** Data **
* * * *

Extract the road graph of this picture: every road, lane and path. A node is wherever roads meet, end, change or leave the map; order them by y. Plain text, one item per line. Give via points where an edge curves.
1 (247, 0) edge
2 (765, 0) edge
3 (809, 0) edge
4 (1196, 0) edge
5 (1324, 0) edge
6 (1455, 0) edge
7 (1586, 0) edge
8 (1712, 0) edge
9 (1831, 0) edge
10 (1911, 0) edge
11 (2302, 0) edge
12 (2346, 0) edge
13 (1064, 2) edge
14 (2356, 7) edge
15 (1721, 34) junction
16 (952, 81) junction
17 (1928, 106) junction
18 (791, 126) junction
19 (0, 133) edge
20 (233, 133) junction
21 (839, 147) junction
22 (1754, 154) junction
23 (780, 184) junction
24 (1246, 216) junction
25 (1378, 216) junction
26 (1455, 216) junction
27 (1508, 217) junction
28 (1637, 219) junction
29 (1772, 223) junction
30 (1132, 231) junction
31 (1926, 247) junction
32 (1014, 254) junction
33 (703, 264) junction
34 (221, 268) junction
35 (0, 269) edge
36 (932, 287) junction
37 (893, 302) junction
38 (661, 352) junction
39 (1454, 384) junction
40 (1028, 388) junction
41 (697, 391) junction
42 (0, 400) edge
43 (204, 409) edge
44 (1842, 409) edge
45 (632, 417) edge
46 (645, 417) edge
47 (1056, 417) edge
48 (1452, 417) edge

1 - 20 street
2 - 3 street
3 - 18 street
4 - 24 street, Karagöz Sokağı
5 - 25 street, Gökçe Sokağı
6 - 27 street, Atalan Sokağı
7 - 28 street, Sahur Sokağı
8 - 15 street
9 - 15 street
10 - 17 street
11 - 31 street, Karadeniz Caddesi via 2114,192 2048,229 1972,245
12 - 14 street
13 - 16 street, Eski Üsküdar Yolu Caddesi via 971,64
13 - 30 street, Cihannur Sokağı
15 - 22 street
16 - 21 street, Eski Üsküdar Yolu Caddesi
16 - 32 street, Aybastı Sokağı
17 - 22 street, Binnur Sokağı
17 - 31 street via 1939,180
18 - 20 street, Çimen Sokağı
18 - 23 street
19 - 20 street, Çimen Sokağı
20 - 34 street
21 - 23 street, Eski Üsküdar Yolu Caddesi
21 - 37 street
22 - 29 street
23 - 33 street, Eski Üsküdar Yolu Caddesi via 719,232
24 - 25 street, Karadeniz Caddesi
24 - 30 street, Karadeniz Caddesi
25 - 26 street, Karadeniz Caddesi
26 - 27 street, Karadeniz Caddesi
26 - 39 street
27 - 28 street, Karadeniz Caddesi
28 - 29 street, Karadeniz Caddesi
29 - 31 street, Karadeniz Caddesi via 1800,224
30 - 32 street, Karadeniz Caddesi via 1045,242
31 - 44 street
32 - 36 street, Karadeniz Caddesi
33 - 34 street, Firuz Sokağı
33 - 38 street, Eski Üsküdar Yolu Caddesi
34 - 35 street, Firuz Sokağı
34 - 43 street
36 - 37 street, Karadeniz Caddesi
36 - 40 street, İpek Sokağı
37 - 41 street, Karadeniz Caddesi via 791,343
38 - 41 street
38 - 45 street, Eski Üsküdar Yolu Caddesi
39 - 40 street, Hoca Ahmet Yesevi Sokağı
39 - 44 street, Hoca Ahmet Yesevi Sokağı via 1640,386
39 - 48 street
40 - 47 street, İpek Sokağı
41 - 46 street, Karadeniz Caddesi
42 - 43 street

* * * *

** Task prompt **
Give back each entry so that it matches the original word for word.

** Solution for this task **
Extract the road graph of this picture: every road, lane and path. A node is wherever roads meet, end, change or leave the map; order them by y. Plain text, one item per line. Give via points where an edge curves.
1 (247, 0) edge
2 (765, 0) edge
3 (809, 0) edge
4 (1196, 0) edge
5 (1324, 0) edge
6 (1455, 0) edge
7 (1586, 0) edge
8 (1712, 0) edge
9 (1831, 0) edge
10 (1911, 0) edge
11 (2302, 0) edge
12 (2346, 0) edge
13 (1064, 2) edge
14 (2356, 7) edge
15 (1721, 34) junction
16 (952, 81) junction
17 (1928, 106) junction
18 (791, 126) junction
19 (0, 133) edge
20 (233, 133) junction
21 (839, 147) junction
22 (1754, 154) junction
23 (780, 184) junction
24 (1246, 216) junction
25 (1378, 216) junction
26 (1455, 216) junction
27 (1508, 217) junction
28 (1637, 219) junction
29 (1772, 223) junction
30 (1132, 231) junction
31 (1926, 247) junction
32 (1014, 254) junction
33 (703, 264) junction
34 (221, 268) junction
35 (0, 269) edge
36 (932, 287) junction
37 (893, 302) junction
38 (661, 352) junction
39 (1454, 384) junction
40 (1028, 388) junction
41 (697, 391) junction
42 (0, 400) edge
43 (204, 409) edge
44 (1842, 409) edge
45 (632, 417) edge
46 (645, 417) edge
47 (1056, 417) edge
48 (1452, 417) edge

1 - 20 street
2 - 3 street
3 - 18 street
4 - 24 street, Karagöz Sokağı
5 - 25 street, Gökçe Sokağı
6 - 27 street, Atalan Sokağı
7 - 28 street, Sahur Sokağı
8 - 15 street
9 - 15 street
10 - 17 street
11 - 31 street, Karadeniz Caddesi via 2114,192 2048,229 1972,245
12 - 14 street
13 - 16 street, Eski Üsküdar Yolu Caddesi via 971,64
13 - 30 street, Cihannur Sokağı
15 - 22 street
16 - 21 street, Eski Üsküdar Yolu Caddesi
16 - 32 street, Aybastı Sokağı
17 - 22 street, Binnur Sokağı
17 - 31 street via 1939,180
18 - 20 street, Çimen Sokağı
18 - 23 street
19 - 20 street, Çimen Sokağı
20 - 34 street
21 - 23 street, Eski Üsküdar Yolu Caddesi
21 - 37 street
22 - 29 street
23 - 33 street, Eski Üsküdar Yolu Caddesi via 719,232
24 - 25 street, Karadeniz Caddesi
24 - 30 street, Karadeniz Caddesi
25 - 26 street, Karadeniz Caddesi
26 - 27 street, Karadeniz Caddesi
26 - 39 street
27 - 28 street, Karadeniz Caddesi
28 - 29 street, Karadeniz Caddesi
29 - 31 street, Karadeniz Caddesi via 1800,224
30 - 32 street, Karadeniz Caddesi via 1045,242
31 - 44 street
32 - 36 street, Karadeniz Caddesi
33 - 34 street, Firuz Sokağı
33 - 38 street, Eski Üsküdar Yolu Caddesi
34 - 35 street, Firuz Sokağı
34 - 43 street
36 - 37 street, Karadeniz Caddesi
36 - 40 street, İpek Sokağı
37 - 41 street, Karadeniz Caddesi via 791,343
38 - 41 street
38 - 45 street, Eski Üsküdar Yolu Caddesi
39 - 40 street, Hoca Ahmet Yesevi Sokağı
39 - 44 street, Hoca Ahmet Yesevi Sokağı via 1640,386
39 - 48 street
40 - 47 street, İpek Sokağı
41 - 46 street, Karadeniz Caddesi
42 - 43 street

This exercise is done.